Sample unique values for measurement flags:


array([' ', '.', 'Z', 'a', 'g'], dtype=object)

The flag meanings, also extracted from the documentation, are as follow:

Blank = no measurement information applicable
- **g** = a carry-over measurement flag from the DSI-3240 dataset
                   which was used only on the very first hour of the month
                   if there was zero precipitation during that hour. The purpose
                   of this flag was mainly to indicate that the station was
                   functional and reporting during the month. Normally in
                   DSI-3240, **zero precipitation amounts were not included in the
                   data file in order to save space**. This HPD dataset does
                   include zero precipitation totals, both those assumed from
                   the DSI-3240 dataset and those determined from the digital
                   recordings of bucket level data. 
- **Z** = represents an "assumed" zero precipitation total. Usually
                   these are values from the DSI-3240 dataset. The rule in that
                   dataset was to "assume" a zero total for any hour where
                   nothing else was reported or indicated for that hour as long
                   as the very first hour of the month had a non-zero amount or
                   a zero amount with the "g" measurement flag. Zero amounts
                   were omitted from the DSI-3240 dataset in order to save disk
                   space. We are not concerned with that anymore.
- **a** = represents the beginning hour of an accumulation period.
                   Sometimes multi-hour accumulations were reported in DSI-3240,
                   so they were brought over for the period of record in which
                   we have DSI-3240 data when that was the best information
                   available. The data value for the beginning of an
                   accumulation period is set to missing (-9999).
- **.** = represents an hour during an accumulation period, between the
                   beginning and ending hours of the accumulation period.
                   The data value during the midst of an accumulation period is
                   set to missing (-9999). Accumulations across multiple hours
                   exist only from the legacy DSI-3240 data source. 
- **A** = designates the end of an accumulation period.
                   The accumulation total for the period is given for the
                   data value.
- **T** = trace of precipitation


In [6]:
print('Sample unique values for quality flags:')
np.unique(np.concatenate([ppt_example_df['0000QF'].unique(), ppt_example_df['0015QF'].unique(), ppt_example_df['0030QF'].unique()]))

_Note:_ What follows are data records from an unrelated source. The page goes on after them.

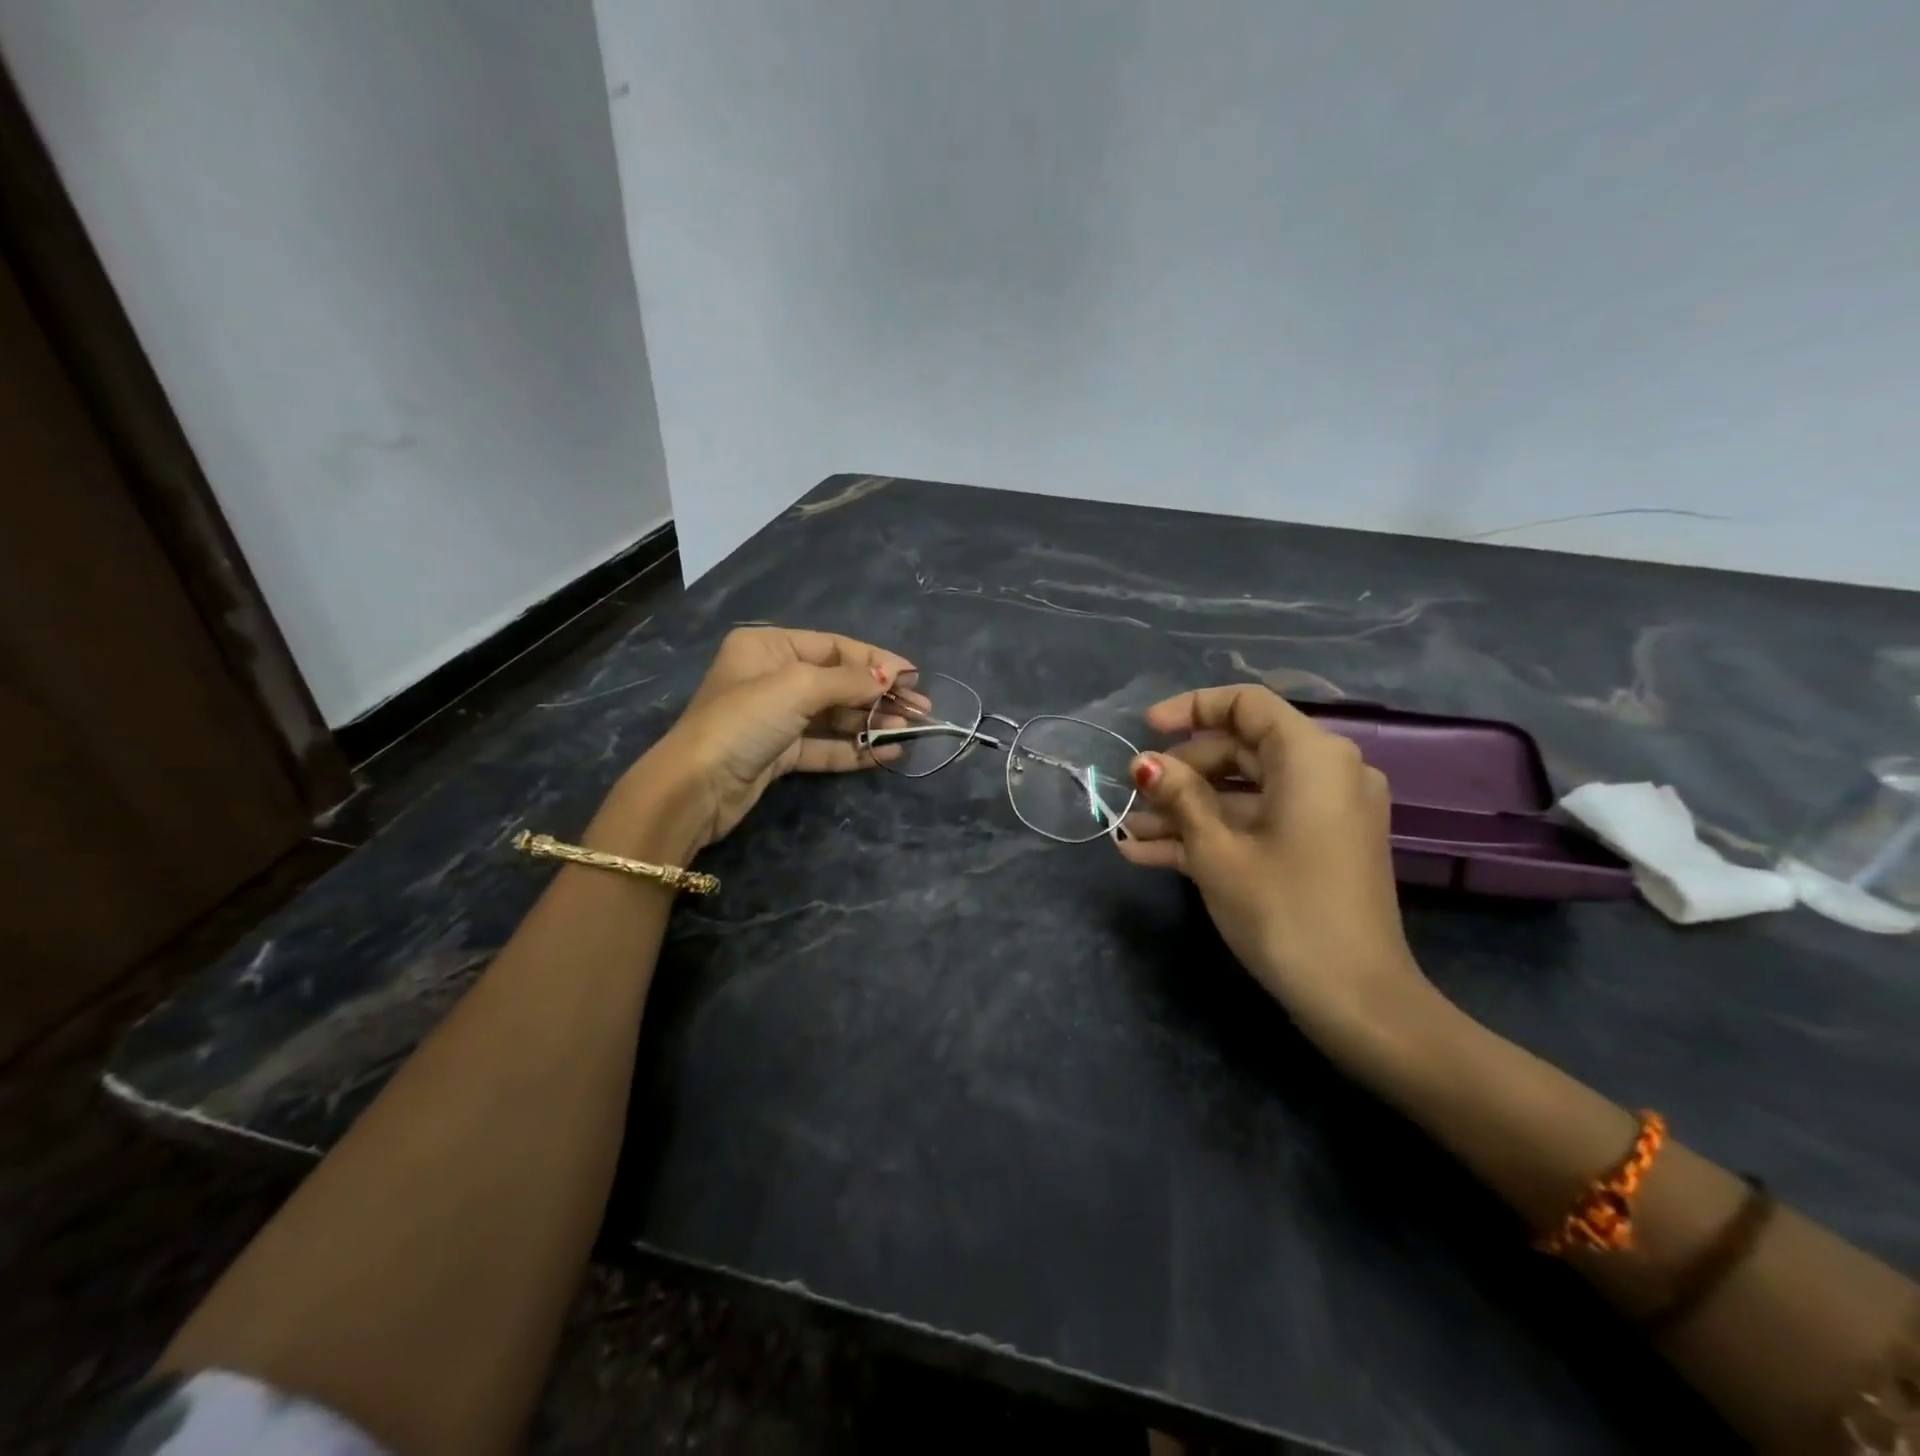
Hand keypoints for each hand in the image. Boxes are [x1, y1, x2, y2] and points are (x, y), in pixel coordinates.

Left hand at [614, 627, 914, 853]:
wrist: (696, 788)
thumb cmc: (744, 720)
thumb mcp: (798, 687)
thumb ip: (849, 680)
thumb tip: (891, 677)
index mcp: (768, 647)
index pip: (834, 647)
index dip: (876, 660)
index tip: (914, 677)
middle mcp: (771, 677)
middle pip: (838, 681)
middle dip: (880, 695)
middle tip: (922, 710)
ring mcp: (776, 718)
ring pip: (834, 716)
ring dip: (872, 723)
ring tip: (911, 732)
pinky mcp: (779, 754)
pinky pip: (825, 746)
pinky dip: (855, 749)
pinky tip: (888, 754)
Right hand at [1117, 685, 1432, 1050]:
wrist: (1357, 1001)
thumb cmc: (1283, 911)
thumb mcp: (1217, 851)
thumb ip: (1179, 796)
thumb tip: (1145, 764)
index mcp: (1312, 757)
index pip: (1246, 705)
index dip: (1190, 709)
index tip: (1145, 730)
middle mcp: (1326, 773)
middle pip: (1240, 750)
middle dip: (1179, 773)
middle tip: (1132, 796)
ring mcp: (1323, 813)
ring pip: (1242, 792)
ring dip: (1186, 811)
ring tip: (1129, 834)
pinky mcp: (1316, 846)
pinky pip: (1258, 823)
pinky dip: (1212, 833)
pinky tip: (1151, 855)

Sample unique values for quality flags:


array([' ', 'D', 'M', 'R'], dtype=object)

Meanings for the quality flag, also extracted from documentation, are as follow:

- **Blank** = did not fail any quality assurance check
- **X**     = failed global extreme exceedence check
- **N**     = failed negative precipitation check
- **Y**     = failed state extreme exceedence check
        (performed on daily totals)
- **K**     = failed streak/frequent-value check
- **G**     = failed gap check
- **O**     = failed climatological outlier check
- **Z**     = flagged as a result of an official Datzilla investigation
- **A**     = The value is not an hourly precipitation total but rather
        an accumulation total for a period greater than an hour in
        duration and lasting through the end of this hour.
        (See measurement flags "a" and "." for the beginning time of
        the accumulation period and times during the accumulation
        period, respectively.) Accumulations across multiple hours
        exist only from the legacy DSI-3240 data source.
- **M**     = represents the associated value at this observation time is
        missing in the DSI-3240 dataset and no alternate data source
        is available. This is a carry-over indicator from DSI-3240 to
        allow the user to distinguish between missing and deleted
        data in that older system. (See the "D" quality flag.)
        However, the most consistent way to identify hours of missing
        data across the entire dataset is to test if the
        precipitation value is equal to the special missing value
        of -9999. 
- **D**     = represents the associated value at this time was deleted by
        the DSI-3240 processing system. Usually this was done
        manually by a trained meteorological technician who made the
        decision using ancillary information and experience.
- **Q**     = a carry-over quality flag the legacy DSI-3240 data source. 
        Prior to 1996: Indicates value failed an extreme value test
        (value will be present); data are to be used with caution.
        Extremes tests were:
        1) If the value was not an accumulated precipitation total,
            the value failed the one-hour statewide 100-year return
            period precipitation.
        2) If the value was an accumulated precipitation total,
            the value failed the 24-hour statewide extreme
            precipitation total. This flag was assigned during a 1997
            NCDC rehabilitation of the 1900-1995 DSI-3240 archive.
        Since January 1996: A single erroneous datum (value will be
        present). Lowest data resolution is hourly. This flag is
        rarely used in DSI-3240 since 1996.
- **q**     = a carry-over quality flag the legacy DSI-3240 data source. 
        Used since January 1996. An hourly value excludes one or
        more 15 minute periods. Lowest data resolution is 15 minutes.
- **R**     = a carry-over quality flag the legacy DSI-3240 data source.
        Used since January 1996. Indicates data values are suspect
        with regard to the times or period of occurrence. 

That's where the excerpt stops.